*** Opening EXERCISE MATERIALS ***

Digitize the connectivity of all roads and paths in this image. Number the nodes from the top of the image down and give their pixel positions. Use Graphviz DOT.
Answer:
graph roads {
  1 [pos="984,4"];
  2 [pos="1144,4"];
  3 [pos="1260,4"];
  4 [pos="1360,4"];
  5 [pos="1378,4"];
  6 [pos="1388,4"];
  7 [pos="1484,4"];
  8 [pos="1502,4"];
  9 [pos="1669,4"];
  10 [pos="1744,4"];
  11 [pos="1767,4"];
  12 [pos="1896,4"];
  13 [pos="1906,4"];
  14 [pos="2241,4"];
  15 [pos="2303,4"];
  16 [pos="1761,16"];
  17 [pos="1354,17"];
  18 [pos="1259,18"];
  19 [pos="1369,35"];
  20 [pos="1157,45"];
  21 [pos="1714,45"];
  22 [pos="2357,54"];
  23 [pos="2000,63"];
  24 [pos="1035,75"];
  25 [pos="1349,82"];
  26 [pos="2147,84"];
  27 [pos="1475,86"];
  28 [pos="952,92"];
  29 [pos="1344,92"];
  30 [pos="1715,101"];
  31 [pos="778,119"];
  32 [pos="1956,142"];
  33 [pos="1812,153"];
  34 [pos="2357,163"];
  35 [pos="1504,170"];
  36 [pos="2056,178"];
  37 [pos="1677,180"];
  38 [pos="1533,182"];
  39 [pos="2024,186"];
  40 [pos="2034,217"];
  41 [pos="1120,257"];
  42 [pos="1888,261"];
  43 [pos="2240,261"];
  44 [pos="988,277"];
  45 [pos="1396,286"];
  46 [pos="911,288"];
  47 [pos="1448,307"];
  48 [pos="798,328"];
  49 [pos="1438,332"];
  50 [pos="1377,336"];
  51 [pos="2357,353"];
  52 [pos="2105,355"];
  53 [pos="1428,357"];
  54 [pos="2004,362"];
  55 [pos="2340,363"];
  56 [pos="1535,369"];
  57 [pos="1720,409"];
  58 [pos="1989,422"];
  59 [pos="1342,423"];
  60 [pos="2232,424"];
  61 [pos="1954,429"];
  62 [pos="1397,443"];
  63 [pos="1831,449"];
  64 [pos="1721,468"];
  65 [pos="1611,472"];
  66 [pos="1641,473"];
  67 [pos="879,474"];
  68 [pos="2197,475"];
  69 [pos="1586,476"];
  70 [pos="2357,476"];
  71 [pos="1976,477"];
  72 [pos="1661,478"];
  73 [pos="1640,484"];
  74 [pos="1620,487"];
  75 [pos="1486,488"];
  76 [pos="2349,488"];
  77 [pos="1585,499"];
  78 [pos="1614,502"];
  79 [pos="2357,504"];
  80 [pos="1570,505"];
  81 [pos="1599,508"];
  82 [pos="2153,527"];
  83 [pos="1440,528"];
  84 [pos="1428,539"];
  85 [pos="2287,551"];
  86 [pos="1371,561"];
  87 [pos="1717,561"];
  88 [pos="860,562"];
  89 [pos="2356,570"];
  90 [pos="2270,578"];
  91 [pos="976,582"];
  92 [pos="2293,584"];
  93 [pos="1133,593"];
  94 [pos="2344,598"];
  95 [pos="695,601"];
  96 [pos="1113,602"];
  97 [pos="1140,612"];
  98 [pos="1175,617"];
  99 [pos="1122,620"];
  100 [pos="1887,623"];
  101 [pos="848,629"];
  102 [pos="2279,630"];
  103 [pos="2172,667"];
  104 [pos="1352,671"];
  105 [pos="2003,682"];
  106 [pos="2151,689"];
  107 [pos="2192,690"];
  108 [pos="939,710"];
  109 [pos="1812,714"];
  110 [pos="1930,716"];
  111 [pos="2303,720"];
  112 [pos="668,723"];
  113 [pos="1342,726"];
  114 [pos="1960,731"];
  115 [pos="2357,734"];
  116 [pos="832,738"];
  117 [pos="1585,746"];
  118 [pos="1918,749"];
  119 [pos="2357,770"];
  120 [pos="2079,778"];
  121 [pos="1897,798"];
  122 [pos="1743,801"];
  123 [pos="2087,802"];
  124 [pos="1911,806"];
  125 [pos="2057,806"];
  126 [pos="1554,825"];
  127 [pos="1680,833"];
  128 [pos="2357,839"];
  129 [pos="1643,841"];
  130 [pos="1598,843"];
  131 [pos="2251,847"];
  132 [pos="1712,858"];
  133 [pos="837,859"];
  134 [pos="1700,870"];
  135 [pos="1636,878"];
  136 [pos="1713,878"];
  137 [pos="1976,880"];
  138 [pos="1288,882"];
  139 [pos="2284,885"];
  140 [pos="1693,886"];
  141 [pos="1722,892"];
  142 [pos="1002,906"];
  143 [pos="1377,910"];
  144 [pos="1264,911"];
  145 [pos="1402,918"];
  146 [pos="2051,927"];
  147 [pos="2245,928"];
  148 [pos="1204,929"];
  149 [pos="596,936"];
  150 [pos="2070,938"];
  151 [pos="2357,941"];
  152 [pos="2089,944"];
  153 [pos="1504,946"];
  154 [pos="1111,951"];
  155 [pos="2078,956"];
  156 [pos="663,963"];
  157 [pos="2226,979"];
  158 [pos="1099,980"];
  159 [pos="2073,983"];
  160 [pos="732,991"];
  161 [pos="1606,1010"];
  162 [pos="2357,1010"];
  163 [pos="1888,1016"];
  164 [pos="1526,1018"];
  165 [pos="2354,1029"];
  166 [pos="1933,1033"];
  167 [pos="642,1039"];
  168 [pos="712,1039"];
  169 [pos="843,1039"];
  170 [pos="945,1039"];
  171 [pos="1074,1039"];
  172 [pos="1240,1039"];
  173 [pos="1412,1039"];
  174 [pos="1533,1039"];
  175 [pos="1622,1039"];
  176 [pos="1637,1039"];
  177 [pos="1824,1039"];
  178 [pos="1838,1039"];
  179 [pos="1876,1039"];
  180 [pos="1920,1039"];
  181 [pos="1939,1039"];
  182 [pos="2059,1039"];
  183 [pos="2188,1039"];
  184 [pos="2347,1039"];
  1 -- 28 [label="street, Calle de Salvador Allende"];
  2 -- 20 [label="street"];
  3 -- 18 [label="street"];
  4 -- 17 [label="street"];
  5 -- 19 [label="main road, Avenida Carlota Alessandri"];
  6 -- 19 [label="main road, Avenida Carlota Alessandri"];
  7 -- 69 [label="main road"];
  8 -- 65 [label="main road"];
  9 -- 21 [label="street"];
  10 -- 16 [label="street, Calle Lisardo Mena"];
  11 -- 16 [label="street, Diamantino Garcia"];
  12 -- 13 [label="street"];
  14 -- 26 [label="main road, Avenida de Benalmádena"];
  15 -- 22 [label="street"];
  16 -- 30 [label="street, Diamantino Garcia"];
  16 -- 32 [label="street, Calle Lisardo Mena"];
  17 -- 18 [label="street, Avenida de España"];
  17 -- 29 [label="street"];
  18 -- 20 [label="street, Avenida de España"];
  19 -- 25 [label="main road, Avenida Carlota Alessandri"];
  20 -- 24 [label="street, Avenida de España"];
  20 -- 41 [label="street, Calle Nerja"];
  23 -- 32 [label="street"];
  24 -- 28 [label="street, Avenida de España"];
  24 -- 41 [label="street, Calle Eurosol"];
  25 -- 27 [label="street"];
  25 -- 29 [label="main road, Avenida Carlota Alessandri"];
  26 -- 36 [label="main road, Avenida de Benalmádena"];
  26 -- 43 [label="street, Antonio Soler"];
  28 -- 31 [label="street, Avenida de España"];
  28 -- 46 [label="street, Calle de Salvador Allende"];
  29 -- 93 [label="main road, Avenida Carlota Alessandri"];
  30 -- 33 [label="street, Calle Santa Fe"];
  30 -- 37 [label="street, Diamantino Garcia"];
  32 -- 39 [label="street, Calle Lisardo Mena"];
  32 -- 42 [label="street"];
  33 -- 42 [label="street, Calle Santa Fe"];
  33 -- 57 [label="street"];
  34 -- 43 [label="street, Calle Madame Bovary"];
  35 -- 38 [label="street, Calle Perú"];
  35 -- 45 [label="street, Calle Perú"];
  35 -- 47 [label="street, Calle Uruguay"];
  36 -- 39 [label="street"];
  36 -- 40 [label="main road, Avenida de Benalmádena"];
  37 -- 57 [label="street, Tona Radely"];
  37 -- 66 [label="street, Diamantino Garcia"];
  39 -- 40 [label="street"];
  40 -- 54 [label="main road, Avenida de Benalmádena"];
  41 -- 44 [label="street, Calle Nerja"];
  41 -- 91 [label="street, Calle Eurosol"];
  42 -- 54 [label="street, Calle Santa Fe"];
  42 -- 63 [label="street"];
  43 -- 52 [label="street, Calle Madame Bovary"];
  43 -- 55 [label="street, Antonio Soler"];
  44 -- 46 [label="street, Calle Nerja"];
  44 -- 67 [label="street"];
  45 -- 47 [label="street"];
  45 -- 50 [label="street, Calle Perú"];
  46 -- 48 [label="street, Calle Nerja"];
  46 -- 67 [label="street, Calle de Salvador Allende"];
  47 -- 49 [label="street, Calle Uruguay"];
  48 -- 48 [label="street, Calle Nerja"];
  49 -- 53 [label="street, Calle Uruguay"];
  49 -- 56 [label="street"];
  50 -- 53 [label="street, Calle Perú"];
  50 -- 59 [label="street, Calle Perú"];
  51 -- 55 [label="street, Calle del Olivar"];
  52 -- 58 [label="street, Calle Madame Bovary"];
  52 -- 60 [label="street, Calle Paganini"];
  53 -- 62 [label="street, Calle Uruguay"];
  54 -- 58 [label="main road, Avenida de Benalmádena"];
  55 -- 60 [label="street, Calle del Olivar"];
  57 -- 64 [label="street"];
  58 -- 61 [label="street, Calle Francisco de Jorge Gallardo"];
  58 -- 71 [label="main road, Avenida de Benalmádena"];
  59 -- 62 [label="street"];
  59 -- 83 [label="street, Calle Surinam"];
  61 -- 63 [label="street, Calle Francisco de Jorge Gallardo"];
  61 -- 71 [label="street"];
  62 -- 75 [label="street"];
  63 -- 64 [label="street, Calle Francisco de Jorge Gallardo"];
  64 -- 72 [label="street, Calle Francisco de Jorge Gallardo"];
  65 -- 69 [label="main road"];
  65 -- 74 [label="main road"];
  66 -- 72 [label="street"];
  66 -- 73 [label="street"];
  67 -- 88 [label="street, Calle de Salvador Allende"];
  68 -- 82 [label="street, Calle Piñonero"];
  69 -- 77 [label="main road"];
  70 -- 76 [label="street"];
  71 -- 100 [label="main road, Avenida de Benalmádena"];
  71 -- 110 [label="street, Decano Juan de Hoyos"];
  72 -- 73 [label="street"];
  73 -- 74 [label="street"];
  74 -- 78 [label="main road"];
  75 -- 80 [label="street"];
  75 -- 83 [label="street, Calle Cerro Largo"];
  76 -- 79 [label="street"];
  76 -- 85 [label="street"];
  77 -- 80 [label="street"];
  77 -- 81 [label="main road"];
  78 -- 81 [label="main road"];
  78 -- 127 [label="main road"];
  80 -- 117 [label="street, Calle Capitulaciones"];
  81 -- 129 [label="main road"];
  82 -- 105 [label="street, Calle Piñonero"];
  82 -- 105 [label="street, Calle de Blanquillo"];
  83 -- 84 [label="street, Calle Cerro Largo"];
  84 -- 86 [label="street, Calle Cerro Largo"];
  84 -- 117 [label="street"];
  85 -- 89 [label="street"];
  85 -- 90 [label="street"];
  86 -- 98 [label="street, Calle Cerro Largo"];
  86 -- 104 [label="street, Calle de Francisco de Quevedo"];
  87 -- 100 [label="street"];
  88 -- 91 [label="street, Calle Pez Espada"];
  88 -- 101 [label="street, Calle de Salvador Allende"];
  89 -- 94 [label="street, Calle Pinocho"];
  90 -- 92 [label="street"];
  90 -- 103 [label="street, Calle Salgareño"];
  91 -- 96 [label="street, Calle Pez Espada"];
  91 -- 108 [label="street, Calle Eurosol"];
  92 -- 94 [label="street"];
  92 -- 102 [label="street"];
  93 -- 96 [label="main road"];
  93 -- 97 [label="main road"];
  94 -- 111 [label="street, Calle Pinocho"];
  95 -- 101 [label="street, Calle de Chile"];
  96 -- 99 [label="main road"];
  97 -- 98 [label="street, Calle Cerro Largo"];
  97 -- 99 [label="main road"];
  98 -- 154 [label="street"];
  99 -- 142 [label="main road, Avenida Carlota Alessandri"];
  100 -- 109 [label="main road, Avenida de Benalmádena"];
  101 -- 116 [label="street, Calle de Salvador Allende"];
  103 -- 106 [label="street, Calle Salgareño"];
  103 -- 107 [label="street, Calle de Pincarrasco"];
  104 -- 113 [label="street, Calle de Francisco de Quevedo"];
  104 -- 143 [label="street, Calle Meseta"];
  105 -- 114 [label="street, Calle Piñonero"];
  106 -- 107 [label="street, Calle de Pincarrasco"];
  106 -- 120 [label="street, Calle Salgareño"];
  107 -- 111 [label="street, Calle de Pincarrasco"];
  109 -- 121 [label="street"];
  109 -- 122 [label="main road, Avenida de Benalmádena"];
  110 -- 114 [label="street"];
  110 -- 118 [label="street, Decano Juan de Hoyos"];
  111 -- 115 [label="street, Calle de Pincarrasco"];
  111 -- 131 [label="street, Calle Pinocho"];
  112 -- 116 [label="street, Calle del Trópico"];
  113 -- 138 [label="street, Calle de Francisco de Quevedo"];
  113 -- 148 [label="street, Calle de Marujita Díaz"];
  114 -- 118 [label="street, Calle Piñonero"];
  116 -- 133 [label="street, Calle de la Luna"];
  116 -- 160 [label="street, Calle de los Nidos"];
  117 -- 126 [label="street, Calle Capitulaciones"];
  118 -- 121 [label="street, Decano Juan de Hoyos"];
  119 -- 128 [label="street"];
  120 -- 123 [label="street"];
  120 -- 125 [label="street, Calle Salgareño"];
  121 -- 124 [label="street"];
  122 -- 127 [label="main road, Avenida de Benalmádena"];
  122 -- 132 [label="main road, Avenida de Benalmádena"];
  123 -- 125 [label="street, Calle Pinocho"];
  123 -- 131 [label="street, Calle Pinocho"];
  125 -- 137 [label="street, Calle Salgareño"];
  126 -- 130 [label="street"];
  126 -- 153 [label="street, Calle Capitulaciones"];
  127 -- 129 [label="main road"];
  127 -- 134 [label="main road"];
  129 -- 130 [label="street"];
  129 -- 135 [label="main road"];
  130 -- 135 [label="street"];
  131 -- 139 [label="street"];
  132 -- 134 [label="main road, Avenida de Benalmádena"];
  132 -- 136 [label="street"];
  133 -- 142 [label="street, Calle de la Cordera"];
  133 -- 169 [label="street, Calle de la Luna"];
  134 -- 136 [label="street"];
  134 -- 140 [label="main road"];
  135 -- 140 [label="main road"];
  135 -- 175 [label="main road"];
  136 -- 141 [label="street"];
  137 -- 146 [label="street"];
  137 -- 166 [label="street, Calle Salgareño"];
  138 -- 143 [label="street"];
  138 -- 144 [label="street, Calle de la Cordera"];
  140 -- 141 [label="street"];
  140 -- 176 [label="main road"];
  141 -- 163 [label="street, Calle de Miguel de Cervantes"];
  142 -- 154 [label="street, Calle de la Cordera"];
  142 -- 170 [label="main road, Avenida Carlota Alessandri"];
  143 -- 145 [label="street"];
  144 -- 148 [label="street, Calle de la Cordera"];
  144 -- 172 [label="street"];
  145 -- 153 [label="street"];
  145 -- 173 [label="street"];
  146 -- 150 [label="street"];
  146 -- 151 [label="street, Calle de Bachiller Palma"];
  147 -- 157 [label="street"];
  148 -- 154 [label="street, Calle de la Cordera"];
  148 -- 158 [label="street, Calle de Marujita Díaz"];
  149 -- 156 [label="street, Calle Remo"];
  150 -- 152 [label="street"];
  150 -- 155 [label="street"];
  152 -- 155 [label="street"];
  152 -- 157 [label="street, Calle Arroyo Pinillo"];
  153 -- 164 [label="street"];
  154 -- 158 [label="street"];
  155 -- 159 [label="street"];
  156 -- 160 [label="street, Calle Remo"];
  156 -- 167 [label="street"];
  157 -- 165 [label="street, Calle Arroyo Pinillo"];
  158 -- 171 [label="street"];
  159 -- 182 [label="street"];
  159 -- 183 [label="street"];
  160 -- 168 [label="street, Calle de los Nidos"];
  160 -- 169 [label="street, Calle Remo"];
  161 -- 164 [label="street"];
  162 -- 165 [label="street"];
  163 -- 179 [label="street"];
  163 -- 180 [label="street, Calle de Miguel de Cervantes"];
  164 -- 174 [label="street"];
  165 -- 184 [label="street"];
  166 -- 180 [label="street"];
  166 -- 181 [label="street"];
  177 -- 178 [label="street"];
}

*** Closing EXERCISE MATERIALS ***

- [WORK REQUIRED]:
Only lines holding the word "Pincarrasco" belong in the answer; copy all of them from the records.

- [FINAL ANSWER]:
  103 -- 107 [label="street, Calle de Pincarrasco"];
  106 -- 107 [label="street, Calle de Pincarrasco"];
  107 -- 111 [label="street, Calle de Pincarrasco"];
  111 -- 115 [label="street, Calle de Pincarrasco"];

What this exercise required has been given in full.